Jika halnya demikian, maka seorang perempuan dalam tradisi kumpul kope benar-benar dihargai. Dana yang terkumpul dalam peristiwa kumpul kope dipersiapakan untuk membayar belis. Kehadiran para lelaki dalam kumpul kope menguatkan sang mempelai laki-laki untuk meminang gadis yang dicintainya. Kiranya dukungan itu membuat bahtera rumah tangga mereka bertahan hingga akhir hayat. Dan tentu saja, ada harapan bahwa dengan dukungan itu, kedua mempelai ini saling mencintai hingga ajal menjemput.
Bila dicermati dengan jelas, sebetulnya, kumpul kope membuat eksistensi wanita manggarai di hadapan lelaki begitu berharga. Betapa tidak, untuk meminang sang perempuan, kaum lelaki perlu mengumpulkan “kekuatan” agar proses peminangan dapat berjalan dengan lancer. Hal semacam tidak pernah dilakukan oleh kaum perempuan Manggarai terhadap calon suaminya.

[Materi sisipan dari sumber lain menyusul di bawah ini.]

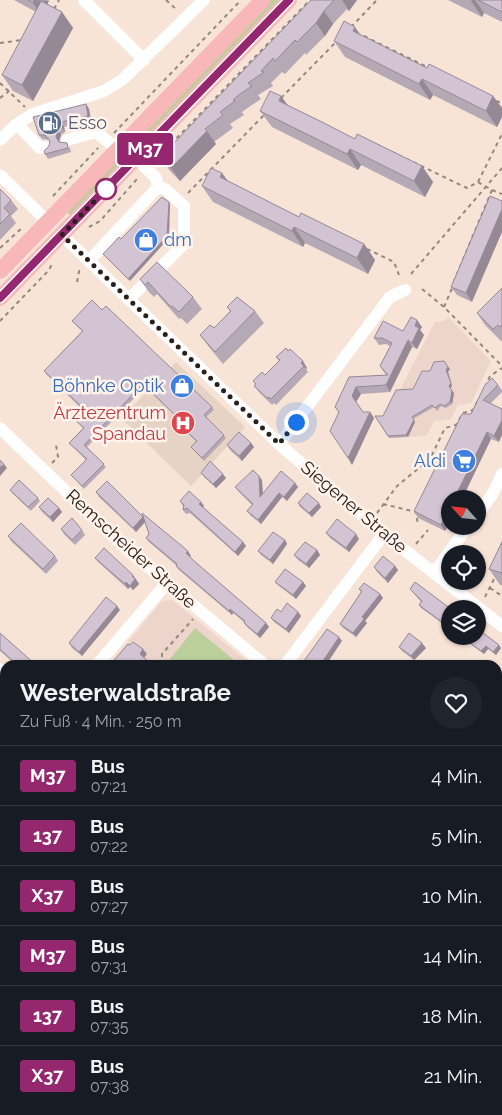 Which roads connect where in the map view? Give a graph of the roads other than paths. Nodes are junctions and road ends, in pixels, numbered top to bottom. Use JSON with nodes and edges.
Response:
{"nodes":[{"id":1,"x":84,"y":0,"type":"edge"},
{"id":2,"x":204,"y":0,"type":"edge"},
{"id":3,"x":263,"y":0,"type":"edge"},
{"id":4,"x":289,"y":0,"type":"edge"},
{"id":5,"x":144,"y":60,"type":"junction"},
{"id":6,"x":17,"y":124,"type":"junction"},
{"id":7,"x":0,"y":140,"type":"edge"},
{"id":8,"x":68,"y":140,"type":"dead end"},
{"id":9,"x":112,"y":145,"type":"junction"},
{"id":10,"x":45,"y":147,"type":"edge"},
{"id":11,"x":141,"y":164,"type":"junction"},
{"id":12,"x":0,"y":175,"type":"edge"},
{"id":13,"x":158,"y":187,"type":"junction"},
{"id":14,"x":48,"y":222,"type":"junction"},
{"id":15,"x":62,"y":235,"type":"junction"},
{"id":16,"x":84,"y":263,"type":"junction"},
{"id":17,"x":0,"y":271,"type":"edge"},
{"id":18,"x":405,"y":290,"type":"dead end"},
{"id":19,"x":0,"y":298,"type":"edge"},
{"id":20,"x":129,"y":299,"type":"junction"},
{"id":21,"x":0,"y":428,"type":"edge"},
{"id":22,"x":279,"y":444,"type":"junction"},
{"id":23,"x":502,"y":474,"type":"edge"},
{"id":24,"x":486,"y":503,"type":"edge"},
{"id":25,"x":384,"y":534,"type":"junction"},
{"id":26,"x":461,"y":535,"type":"edge"},
{"id":27,"x":434,"y":573,"type":"junction"},
{"id":28,"x":166,"y":584,"type":"junction"},
{"id":29,"x":502,"y":626,"type":"edge"},
{"id":30,"x":101,"y":660,"type":"edge"},
{"id":31,"x":260,"y":660,"type":"edge"},
{"id":32,"x":289,"y":660,"type":"edge"}],
"edges":[{"from":1,"to":5,"type":"street"},
{"from":2,"to":5,"type":"street"},
{"from":3,"to":9,"type":"main road"},
{"from":4,"to":11,"type":"main road"},
{"from":5,"to":6,"type":"street"},
{"from":6,"to":7,"type":"street"},
{"from":6,"to":10,"type":"street"},
{"from":8,"to":9,"type":"street"},
{"from":9,"to":14,"type":"main road"},
{"from":11,"to":13,"type":"street"},
{"from":11,"to":15,"type":"main road"},
{"from":12,"to":14,"type":"street"},
{"from":13,"to":16,"type":"street"},
{"from":13,"to":20,"type":"street"},
{"from":14,"to":15,"type":"main road"},
{"from":14,"to":17,"type":"main road"},
{"from":15,"to":16,"type":"street","name":"Siegener Straße"},
{"from":15,"to":19,"type":"main road"},
{"from":16,"to":20,"type":"street","name":"Siegener Straße"},
{"from":18,"to":22,"type":"street"},
{"from":20,"to":22,"type":"street","name":"Siegener Straße"},
{"from":21,"to":28,"type":"street","name":"Remscheider Straße"},
{"from":22,"to":25,"type":"street","name":"Siegener Straße"},
{"from":23,"to":24,"type":"street"},
{"from":25,"to":27,"type":"street","name":"Siegener Straße"},
{"from":25,"to":32,"type":"street"},
{"from":26,"to":27,"type":"street"},
{"from":27,"to":29,"type":"street","name":"Siegener Straße"},
{"from":28,"to":30,"type":"street"},
{"from":28,"to":31,"type":"street","name":"Remscheider Straße"}]}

Menggali Semangat Kerja Sama dalam Tradisi Kumpul Kope Hae Reba
Seperti telah dikatakan di awal tadi, bahwa keharmonisan di negeri ini kian dinodai oleh gerakan fundamentalisme agama. Kerja sama sebagai nilai yang amat luhur dilukai oleh kelompok ini. Rupanya, Indonesia memiliki kearifan lokal yang sebetulnya menyibak kekayaan nilai. Tradisi kumpul kope telah mempertegas hal itu. Bahwa kerja sama yang merupakan aktivitas luhur yang khas manusiawi dengan mudah terjadi dalam tradisi ini. Bahkan, kerja sama yang ditampilkan oleh tradisi kumpul kope Manggarai adalah kerja sama untuk mendukung sesama saudara yang akan mengarungi kehidupan berkeluarga. Keluarga menjadi tempat pertama di mana kita kembali dari keterpurukan, kegagalan dan kekecewaan. Kerja sama dalam hal ini sesuatu yang amat berharga.
Bila selama ini kita mendengar konspirasi politik, di mana beberapa elite politik bekerja sama untuk melengserkan lawan politiknya, berbeda dengan tradisi kumpul kope, mereka bekerja sama untuk mendukung cinta yang tumbuh dalam hati sepasang manusia yang ingin membentuk keluarga. Pernikahan tidak lain adalah ungkapan penuh atas pengalaman cinta sepasang kekasih. Dalam tradisi kumpul kope, para lelaki ‘berkonspirasi’ demi kebaikan melulu. Mereka tidak bekerja sama demi nama diri, privilese tertentu, melainkan karena rasa persaudaraan yang teramat kental di lubuk hati terdalam mereka. Mereka sadar betul bahwa membangun keluarga bukan hal muda, maka kehadiran mereka adalah kehadiran yang menguatkan, bukan sebaliknya.